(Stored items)
━━━━━━━━━━━━━━━━━━━━━━━━━━━━━━
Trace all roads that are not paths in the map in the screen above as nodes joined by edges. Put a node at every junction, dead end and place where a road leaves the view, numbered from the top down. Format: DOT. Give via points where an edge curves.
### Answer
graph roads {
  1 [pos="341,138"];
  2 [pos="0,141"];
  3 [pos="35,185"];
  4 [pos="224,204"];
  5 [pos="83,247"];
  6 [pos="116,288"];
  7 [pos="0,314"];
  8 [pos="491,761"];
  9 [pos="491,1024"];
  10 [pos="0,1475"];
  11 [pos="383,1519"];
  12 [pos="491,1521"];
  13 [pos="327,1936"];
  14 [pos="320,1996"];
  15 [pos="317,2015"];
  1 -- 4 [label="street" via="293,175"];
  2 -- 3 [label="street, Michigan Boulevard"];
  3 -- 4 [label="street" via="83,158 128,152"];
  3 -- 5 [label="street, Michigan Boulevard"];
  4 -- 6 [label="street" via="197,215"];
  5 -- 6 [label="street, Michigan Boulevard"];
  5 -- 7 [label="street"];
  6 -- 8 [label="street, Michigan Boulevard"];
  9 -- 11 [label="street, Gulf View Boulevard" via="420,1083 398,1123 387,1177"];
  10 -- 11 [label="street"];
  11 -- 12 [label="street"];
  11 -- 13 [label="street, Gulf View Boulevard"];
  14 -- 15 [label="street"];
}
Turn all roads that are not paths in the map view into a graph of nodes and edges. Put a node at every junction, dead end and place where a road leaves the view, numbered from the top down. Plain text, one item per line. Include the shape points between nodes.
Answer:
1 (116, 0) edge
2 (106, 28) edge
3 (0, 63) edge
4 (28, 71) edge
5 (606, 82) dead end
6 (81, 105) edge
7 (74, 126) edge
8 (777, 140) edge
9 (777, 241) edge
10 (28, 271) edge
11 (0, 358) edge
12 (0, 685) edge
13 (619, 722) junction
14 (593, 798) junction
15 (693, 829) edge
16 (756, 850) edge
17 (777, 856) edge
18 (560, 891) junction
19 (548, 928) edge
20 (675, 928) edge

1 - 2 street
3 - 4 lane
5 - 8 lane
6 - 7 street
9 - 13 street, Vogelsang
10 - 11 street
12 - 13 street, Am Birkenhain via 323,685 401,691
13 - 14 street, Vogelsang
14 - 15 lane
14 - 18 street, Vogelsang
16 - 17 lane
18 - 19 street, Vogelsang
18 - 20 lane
━━━━━━━━━━━━━━━━━━━━━━━━━━━━━━
* _ABOUT THIS TASK_
Please report every line of the records above that contains the word "from".

* _RESPONSE TO THE TASK_
Trace all roads that are not paths in the map in the screen above as nodes joined by edges. Put a node at every junction, dead end and place where a road leaves the view, numbered from the top down. Format: DOT. Give via points where an edge curves.
Turn all roads that are not paths in the map view into a graph of nodes and edges. Put a node at every junction, dead end and place where a road leaves the view, numbered from the top down. Plain text, one item per line. Include the shape points between nodes.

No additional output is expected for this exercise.